Seit dem 01.12.2012 infolge einer Änderung und Vereinfachung des Einkommensteuergesetzes (EStG) gilt bei einer verbilligten Vermietung an nahe Angehörige diese als vollentgeltlich, sofern die Miete mindestens 66% der ortsüblichen Miete beträgt, § 21 Absatz 2 EStG. Ist dies der Fall, so können Sie als Vermieter die Werbungskosten im Zusammenhang mit der Vermietung zu 100% im Rahmen Ihrer Einkommensteuererklärung absetzen. Liegt die Miete unter diesem Wert, so sind auch die Werbungskosten nur anteilig berücksichtigungsfähig.

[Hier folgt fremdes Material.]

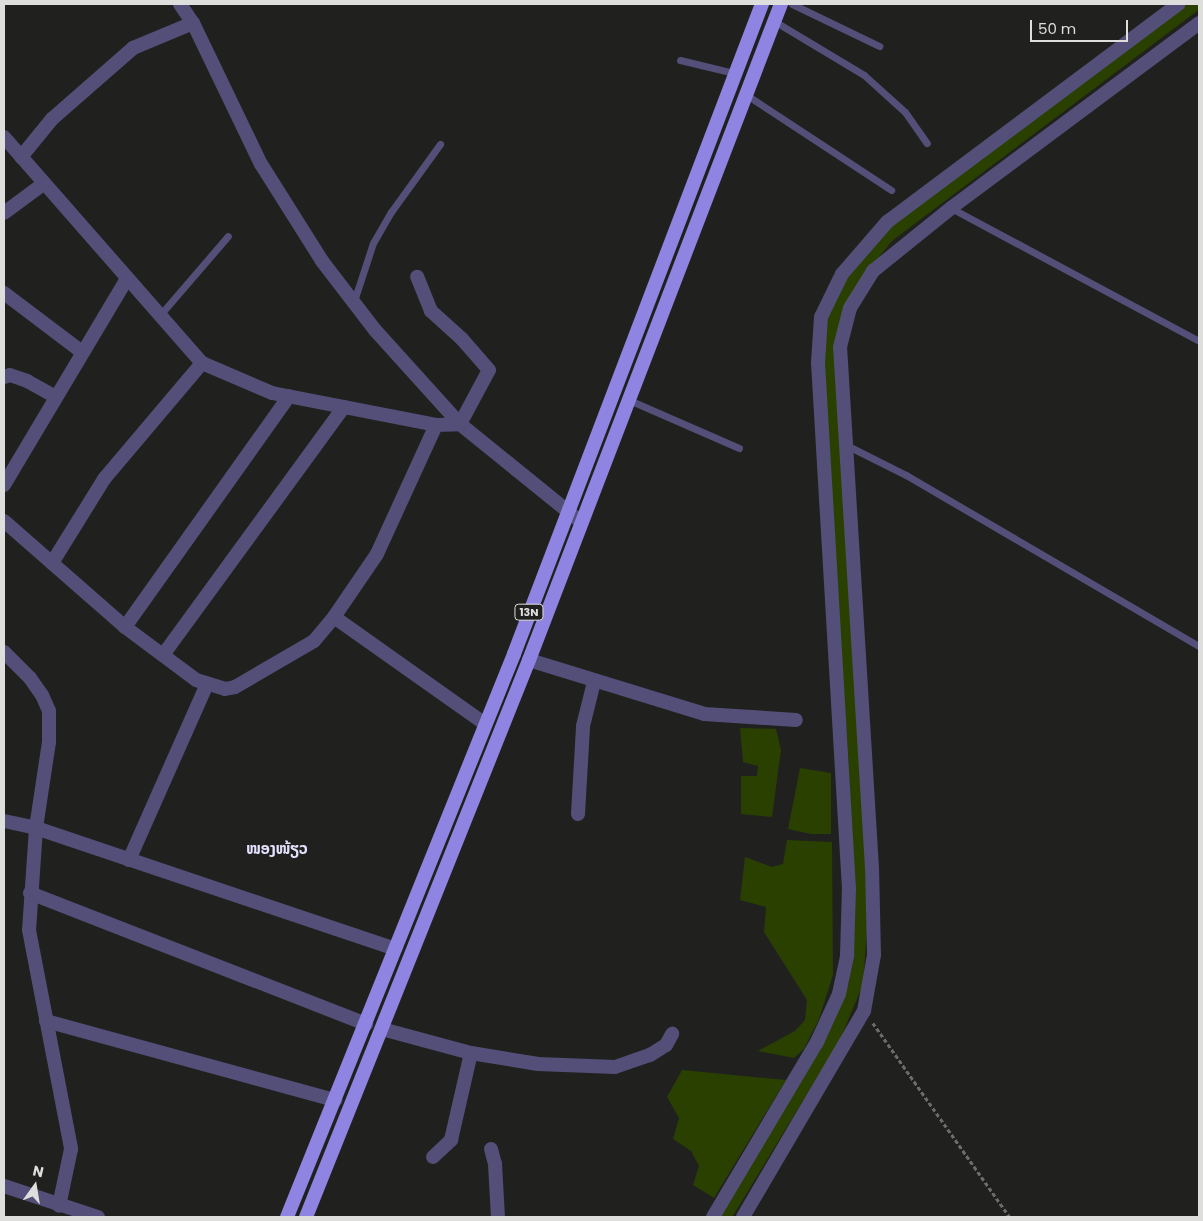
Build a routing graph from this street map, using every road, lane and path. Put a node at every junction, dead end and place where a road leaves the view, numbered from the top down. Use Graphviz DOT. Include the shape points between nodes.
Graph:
graph roads {
  1 [pos="180,4"];
  2 [pos="762,4"];
  3 [pos="781,4"];
  4 [pos="792,4"];
  5 [pos="1178,4"];
  6 [pos="774,21"];
  7 [pos="193,23"];
  8 [pos="1199,23"];
  9 [pos="878,46"];
  10 [pos="680,60"];
  11 [pos="734,73"];
  12 [pos="745,94"];
  13 [pos="4,137"];
  14 [pos="927,143"];
  15 [pos="440,144"];
  16 [pos="21,157"];
  17 [pos="43,184"];
  18 [pos="891,190"];
  19 [pos="951,208"];
  20 [pos="4,213"];
  21 [pos="228,236"];
  22 [pos="417,277"];
  23 [pos="127,279"];
  24 [pos="4,294"];
  25 [pos="354,302"];
  26 [pos="160,315"];
  27 [pos="1199,340"];
  28 [pos="82,352"];
  29 [pos="202,363"];
  30 [pos="4,377"];
  31 [pos="56,396"];
  32 [pos="289,396"];
  33 [pos="629,400"];
  34 [pos="344,407"];
  35 [pos="460,424"];
  36 [pos="436,425"];
  37 [pos="848,446"];
  38 [pos="739,448"];
  39 [pos="4,485"];
  40 [pos="567,512"];
  41 [pos="4,521"];
  42 [pos="581,522"];
  43 [pos="52,563"];
  44 [pos="334,617"];
  45 [pos="125,627"];
  46 [pos="1199,646"];
  47 [pos="4,652"];
  48 [pos="163,656"];
  49 [pos="529,660"];
  50 [pos="594,682"];
  51 [pos="207,684"];
  52 [pos="796,720"];
  53 [pos="485,724"];
  54 [pos="578,814"];
  55 [pos="4,821"];
  56 [pos="36,828"];
  57 [pos="129,860"];
  58 [pos="30,893"];
  59 [pos="395,949"];
  60 [pos="864,1011"];
  61 [pos="46,1021"];
  62 [pos="366,1024"];
  63 [pos="382,1030"];
  64 [pos="672,1034"];
  65 [pos="470,1053"];
  66 [pos="335,1100"];
  67 [pos="491,1149"];
  68 [pos="433,1158"];
  69 [pos="4,1186"];
  70 [pos="65,1211"];
  71 [pos="98,1217"];
  72 [pos="287,1217"];
  73 [pos="306,1217"];
  74 [pos="498,1217"];
  75 [pos="713,1217"];
  76 [pos="743,1217"];
  77 [pos="1010,1217"];
  1 -- 7 [label="street"];
  2 -- 11 [label="highway, 13N"];
  3 -- 6 [label="highway, 13N"];
  4 -- 9 [label="lane"];
  5 -- 75 [label="street" via="887,222 842,274 821,317 818,363 849,889 847,955 839,994 817,1042"];
  6 -- 12 [label="highway, 13N"];
  6 -- 14 [label="lane" via="864,75 905,112"];
  7 -- 16 [label="street" via="133,48 52,119"];
  7 -- 25 [label="street" via="261,164 322,260"];
  8 -- 19 [label="street"];
  10 -- 11 [label="lane"];
  11 -- 40 [label="highway, 13N"];
  12 -- 18 [label="lane"];
  12 -- 33 [label="highway, 13N"];
  13 -- 16 [label="street"];
  15 -- 25 [label="lane" via="373,243"];
  16 -- 17 [label="street"];
  17 -- 20 [label="street"];
  17 -- 23 [label="street"];
  19 -- 27 [label="lane"];
  19 -- 37 [label="street" via="873,271 850,308 840,347"];
  21 -- 26 [label="lane"];
  22 -- 35 [label="street" via="430,311 462,339 489,370"];
  23 -- 26 [label="street"];
  23 -- 28 [label="street"];
  24 -- 28 [label="street"];
  25 -- 35 [label="street"];
  26 -- 29 [label="street"];
  28 -- 31 [label="street"];
  29 -- 32 [label="street" via="272,393"];
  29 -- 43 [label="street" via="104,479"];
  30 -- 31 [label="street" via="10,375 27,381"];
  31 -- 39 [label="street"];
  32 -- 34 [label="street"];
  32 -- 45 [label="street"];
  33 -- 38 [label="lane"];
  33 -- 42 [label="highway, 13N"];
  34 -- 36 [label="street"];
  34 -- 48 [label="street"];
  35 -- 36 [label="street"];
  35 -- 40 [label="street"];
  36 -- 44 [label="street" via="377,554"];
  37 -- 46 [label="lane" via="906,475"];
  37 -- 60 [label="street" via="872,868 874,955"];
  40 -- 42 [label="street"];
  40 -- 53 [label="highway, 13N"];
  41 -- 43 [label="street"];
  42 -- 49 [label="highway, 13N"];
  43 -- 45 [label="street"];
  44 -- 51 [label="street" via="314,641 235,687"];
  44 -- 53 [label="street"];
  45 -- 48 [label="street"];
  47 -- 56 [label="street" via="38,689 49,711 49,742"];
  48 -- 51 [label="street" via="196,680"];
  49 -- 50 [label="street"];
  49 -- 63 [label="highway, 13N"];
  50 -- 52 [label="street" via="704,714"];
  50 -- 54 [label="street" via="583,726"];
  51 -- 57 [label="street"];
  53 -- 59 [label="highway, 13N"];
  55 -- 56 [label="street"];
  56 -- 57 [label="street"];
  56 -- 58 [label="street"];
  57 -- 59 [label="street"];
  58 -- 61 [label="street" via="29,930"];
  58 -- 62 [label="street"];
  59 -- 62 [label="highway, 13N"];
  60 -- 76 [label="street"];
  60 -- 77 [label="path"];
  61 -- 66 [label="street"];
  61 -- 70 [label="street" via="70,1149"];
  62 -- 66 [label="highway, 13N"];
  63 -- 65 [label="street"];
  63 -- 73 [label="highway, 13N"];
  64 -- 65 [label="street" via="666,1045 650,1055 614,1067 538,1064"];
  65 -- 68 [label="street" via="451,1140"];
  66 -- 72 [label="highway, 13N"];
  67 -- 74 [label="street"];
  69 -- 70 [label="street"];
  70 -- 71 [label="street"];
}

Nach Ihrer Beschreibung wird man das Mietobjekt als Haus einordnen müssen. Von den im Mietspiegel angegebenen Werten können auch Abschläge vorgenommen werden, wenn diese sachlich gerechtfertigt und nachvollziehbar sind. Da dem von Ihnen genannten qm-Preis für Häuser in Höhe von 11,26 Euro eine Fläche von 100 qm zugrunde gelegt ist, könnten Sie einen prozentualen Abschlag wegen geringerer Grundfläche plausibel darstellen. Nehmen Sie also 83% des Preises (da Fläche 83 qm statt 100 qm), so ergibt sich ein ortsüblicher Mietzins in Höhe von 9,34 Euro, mithin beträgt die Kaltmiete 775,70 Euro. Bei Vermietung an Ihre Eltern können Sie ohne Verlust beim Werbungskostenabzug 66% hiervon, also 511,96 Euro als Kaltmiete im Vertrag vorsehen.

Damit liegen Sie in etwa bei der beabsichtigten Höhe der Belastung für Ihre Eltern.
Gerade bei den Bau- und Anschaffungskosten wird es vorteilhafter sein, den auf den vermieteten Teil der Immobilie entfallenden Anteil zu 100% steuerlich geltend zu machen als diese Möglichkeit durch eine zu niedrige Miete zu riskieren. Eine eventuell gewünschte finanzielle Entlastung Ihrer Eltern können Sie abseits des Mietverhältnisses unbegrenzt vornehmen, indem Sie z.B. monatlich mit Barmitteln eine Unterstützung leisten.

Bei der vorliegenden Antwort, welche ausschließlich auf Angaben des Kunden basiert, handelt es sich um eine erste rechtliche Einschätzung des Sachverhaltes zum Zeitpunkt der Anfragestellung. Diese kann eine umfassende Begutachtung nicht ersetzen. Durch Hinzufügen oder Weglassen relevanter Informationen kann die rechtliche Beurteilung völlig anders ausfallen.